Given entries below:

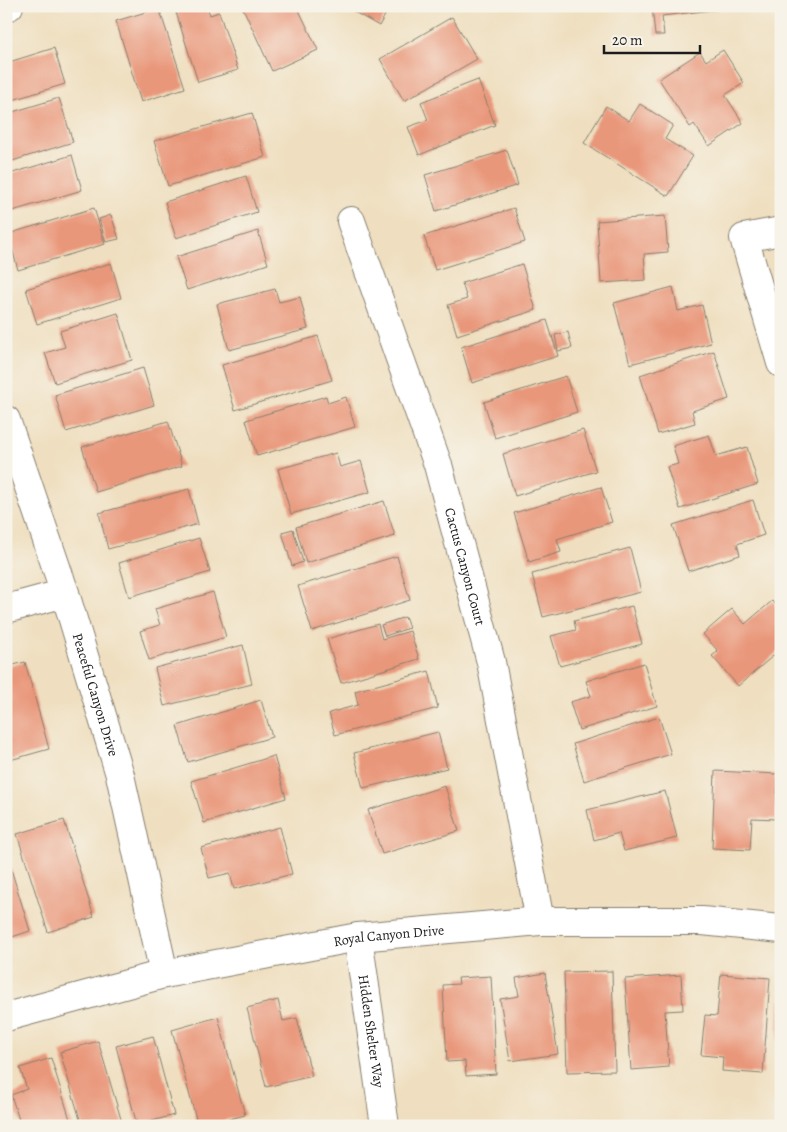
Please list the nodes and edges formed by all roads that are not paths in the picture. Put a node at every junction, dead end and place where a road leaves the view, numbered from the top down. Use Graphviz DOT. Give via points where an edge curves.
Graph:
graph roads {
  1 [pos="351,221"];
  2 [pos="781,231"];
  3 [pos="781,364"];
  4 [pos="6,420"];
  5 [pos="65,593"];
  6 [pos="6,609"];
  7 [pos="540,921"];
  8 [pos="781,929"];
  9 [pos="358,937"];
  10 [pos="164,974"];
  11 [pos="6,1018"];
  12 [pos="385,1126"];
  1 -- 7 [label="street, Cactus Canyon Court" via="440,474 491,662"];
  2 -- 3 [label="street" via="744,238"];
  4 -- 5 [label="street, Peaceful Canyon Drive"];
  5 -- 6 [label="street"];
  5 -- 10 [label="street, Peaceful Canyon Drive" via="120,775"];
  7 -- 8 [label="street, Royal Canyon Drive" via="702,921"];
  7 -- 9 [label="street, Royal Canyon Drive"];
  9 -- 10 [label="street, Royal Canyon Drive"];
  9 -- 12 [label="street, Hidden Shelter Way"];
  10 -- 11 [label="street, Royal Canyon Drive"];
}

End of Given entries.

** Work request **
Your copy should match every entry above exactly and contain no pictures.

** Solution for this task **
Please list the nodes and edges formed by all roads that are not paths in the picture. Put a node at every junction, dead end and place where a road leaves the view, numbered from the top down. Use Graphviz DOT. Give via points where an edge curves.
Graph:
graph roads {
  1 [pos="351,221"];
  2 [pos="781,231"];
  3 [pos="781,364"];
  4 [pos="6,420"];
  5 [pos="65,593"];
  6 [pos="6,609"];
  7 [pos="540,921"];
  8 [pos="781,929"];
  9 [pos="358,937"];
  10 [pos="164,974"];
  11 [pos="6,1018"];
  12 [pos="385,1126"];
  1 -- 7 [label="street, Cactus Canyon Court" via="440,474 491,662"];
  2 -- 3 [label="street" via="744,238"];
  4 -- 5 [label="street, Peaceful Canyon Drive"];
  5 -- 6 [label="street"];
  5 -- 10 [label="street, Peaceful Canyon Drive" via="120,775"];
  7 -- 8 [label="street, Royal Canyon Drive" via="702,921"];
  7 -- 9 [label="street, Royal Canyon Drive"];
  9 -- 10 [label="street, Royal Canyon Drive"];
  9 -- 12 [label="street, Hidden Shelter Way"];
  10 -- 11 [label="street, Royal Canyon Drive"];
}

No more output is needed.